Медвежатник - Евгений Сухов
Шрифт:
Интервал:
Закладка:
— Покорнейше благодарю, — ахнул от удивления коридорный, разглядев на своей ладони пять рублей. Женщина не укладывалась ни под один известный ему тип. Скорее всего, барышня не из Белокаменной, где каждая гимназистка знает цену ломаному целковому, а откуда-нибудь со Средней Волги, из богатой купеческой семьи, где для особого шика фабриканты используют ассигнации в качестве туалетной бумаги. — Разрешите я дверь открою.
— Уж будьте любезны, — произнесла барышня и не спеша направилась к распахнутым дверям.
Коридорный посмотрел вслед удаляющейся барышне. Улица была пустынной.

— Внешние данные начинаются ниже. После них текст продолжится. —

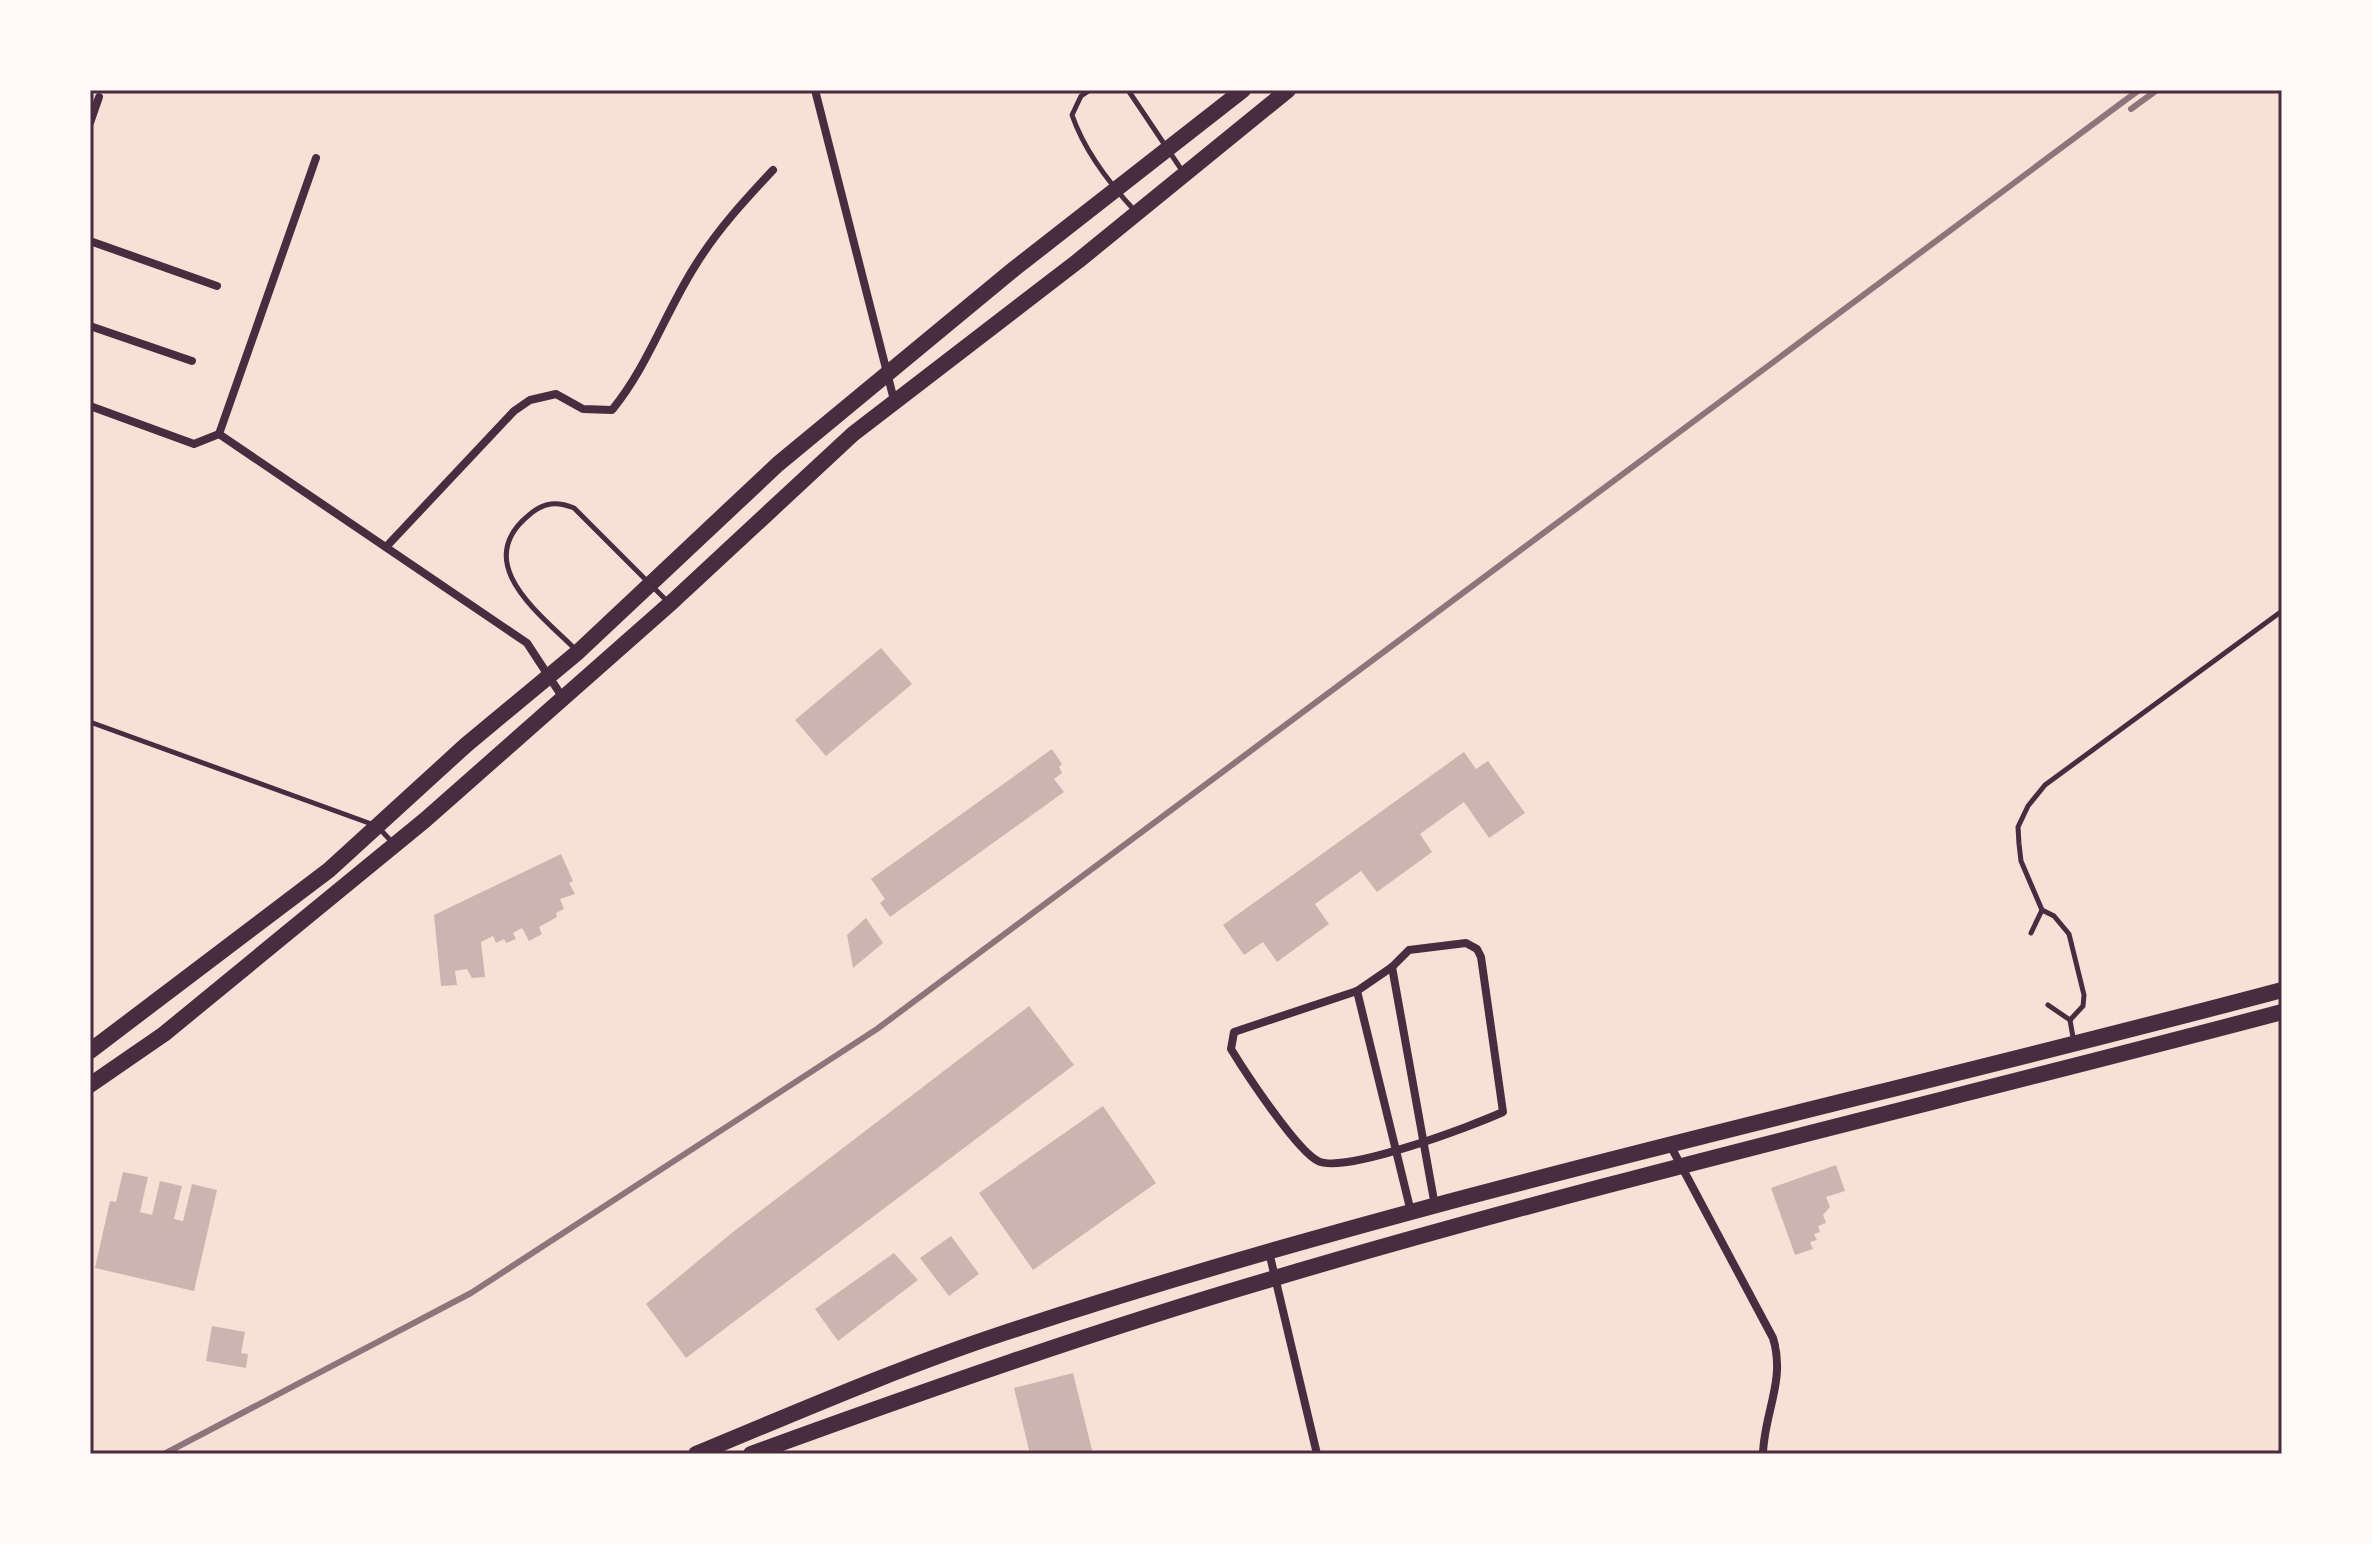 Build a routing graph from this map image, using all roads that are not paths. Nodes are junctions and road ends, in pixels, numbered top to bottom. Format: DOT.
graph roads {
  1 [pos="815,90"];
  2 [pos="1090,90"];
  3 [pos="1128,90"];
  4 [pos="1243,90"];
  5 [pos="1288,90"];
  6 [pos="99,97"];
  7 [pos="90,123"];
  8 [pos="1168,149"];
  9 [pos="316,158"];
  10 [pos="773,170"];
  11 [pos="1184,174"];
  12 [pos="1115,190"];
  13 [pos="1136,212"];
  14 [pos="90,241"];
  15 [pos="217,286"];
  16 [pos="90,326"];
  17 [pos="192,361"];
  18 [pos="886,375"];
  19 [pos="894,400"];
  20 [pos="90,406"];
  21 [pos="219,434"];
  22 [pos="386,547"];
  23 [pos="651,584"];
  24 [pos="669,604"];
  25 [pos="2282,611"];
  26 [pos="578,652"];
  27 [pos="547,678"];
  28 [pos="563,699"];
  29 [pos="90,722"];
  30 [pos="377,826"];
  31 [pos="395,845"];
  32 [pos="2042,910"];
  33 [pos="2031,933"];
  34 [pos="1392,967"];
  35 [pos="2282,990"];
  36 [pos="1357,991"];
  37 [pos="2048,1005"];
  38 [pos="2282,1012"];
  39 [pos="2070,1020"];
  40 [pos="2074,1043"];
  41 [pos="2053,1048"];
  42 [pos="90,1051"];
  43 [pos="2058,1070"];
  44 [pos="90,1085"];
  45 [pos="1863,1094"];
  46 [pos="1867,1117"];
  47 [pos="1669,1142"];
  48 [pos="1423,1143"];
  49 [pos="1398,1149"];
  50 [pos="1682,1167"];
  51 [pos="1435,1206"];
  52 [pos="1412,1212"];
  53 [pos="1268,1252"];
  54 [pos="1276,1277"];
  55 [pos="696,1454"];
  56 [pos="751,1454"];
  57 [pos="1317,1454"];
  58 [pos="1763,1454"];
  1 -- 18 [label="street"];
  2 -- 12 [label="lane"];
  3 -- 8 [label="lane"];
  4 -- 8 [label="main road"];
  5 -- 11 [label="main road"];
  6 -- 7 [label="street"];
  8 -- 11 [label="lane"];
  8 -- 12 [label="main road"];
  9 -- 21 [label="street"];
  10 -- 22 [label="street"];
  11 -- 13 [label="main road"];
  12 -- 13 [label="lane"];
  12 -- 18 [label="main road"];
  13 -- 19 [label="main road"];
  14 -- 15 [label="street"];
  16 -- 17 [label="street"];
  18 -- 19 [label="street"];
  18 -- 23 [label="main road"];
  19 -- 24 [label="main road"];
  20 -- 21 [label="street"];
  21 -- 22 [label="street"];
  22 -- 27 [label="street"];
  23 -- 24 [label="lane"];
  23 -- 26 [label="main road"];
  23 -- 26 [label="lane"];
  24 -- 28 [label="main road"];
  25 -- 32 [label="lane"];
  26 -- 27 [label="main road"];
  27 -- 28 [label="street"];
  27 -- 30 [label="main road"];
  28 -- 31 [label="main road"];
  29 -- 30 [label="lane"];
  30 -- 31 [label="lane"];
  30 -- 42 [label="main road"];
  31 -- 44 [label="main road"];
  32 -- 33 [label="lane"];
  32 -- 39 [label="lane"];
  34 -- 36 [label="street"];
  34 -- 48 [label="street"];
  34 -- 48 [label="street"];
  35 -- 40 [label="main road"];
  36 -- 49 [label="street"];
  36 -- 49 [label="street"];
  37 -- 39 [label="lane"];
  38 -- 43 [label="main road"];
  39 -- 40 [label="lane"];
  40 -- 41 [label="main road"];
  41 -- 43 [label="lane"];
  41 -- 45 [label="main road"];
  43 -- 46 [label="main road"];
  45 -- 46 [label="main road"];
  45 -- 47 [label="main road"];
  46 -- 50 [label="main road"];
  47 -- 50 [label="street"];
  47 -- 51 [label="main road"];
  48 -- 49 [label="street"];
  48 -- 51 [label="street"];
  49 -- 52 [label="street"];
  50 -- 54 [label="main road"];
  50 -- 58 [label="street"];
  51 -- 52 [label="main road"];
  52 -- 53 [label="main road"];
  53 -- 54 [label="street"];
  53 -- 55 [label="main road"];
  54 -- 56 [label="main road"];
  54 -- 57 [label="street"];
}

Часть V НЕ ПОЙМАН — НЕ ВОР
Глава 40
— Самое главное, чтобы ты ничего не забыл, — как можно спокойнее произнес Савелий. — Одна твоя оплошность может дорого обойтись всем нам.
— Все будет хорошо, Савелий Николаевич, — произнес Филимон, — можете не беспокоиться, — и он широко улыбнулся. Так радоваться способен только шестилетний ребенок, который наконец получил долгожданную игрушку.
— Важно, чтобы ты не суетился. Вел себя очень спокойно, — загнул палец Савелий.
— Все так и будет, — заверил Филимон, — а потом еще темень, мало кто заметит.
Они сидели в тенистом скверике на крепкой лавке с высокой спинкой. Филимон сидел непринужденно, скрестив руки на груди, и напоминал студента, вырвавшегося из духоты учебных корпусов на вольный воздух московских проспектов. Взгляд у него был ленивый, если его что и интересовало, так это барышни в пестрых нарядах, фланирующие неторопливой походкой по аллеям парка. В эту минуту он напоминал льва, сонно разглядывающего пробегавших мимо антилоп. Девушки, будто бы подразнивая, бросали в их стороны быстрые взгляды, видно, определив их в потенциальные кавалеры. Однако никто из них не решался проходить близко, как будто бы опасались разжечь в душах сидящих джентльменов нешуточный огонь. Вот тогда они стряхнут с себя видимую дремоту и, уподобившись хищникам, отчаянно бросятся вслед удаляющимся дамам.
Филимон проследил за тем, как девушки, лениво взявшись за руки, проследовали в дальний конец парка, и, потеряв к ним интерес, повернулся к Савелию. Сейчас он походил на зверя, переевшего мяса, он ленился подняться с места даже ради лакомого кусочка.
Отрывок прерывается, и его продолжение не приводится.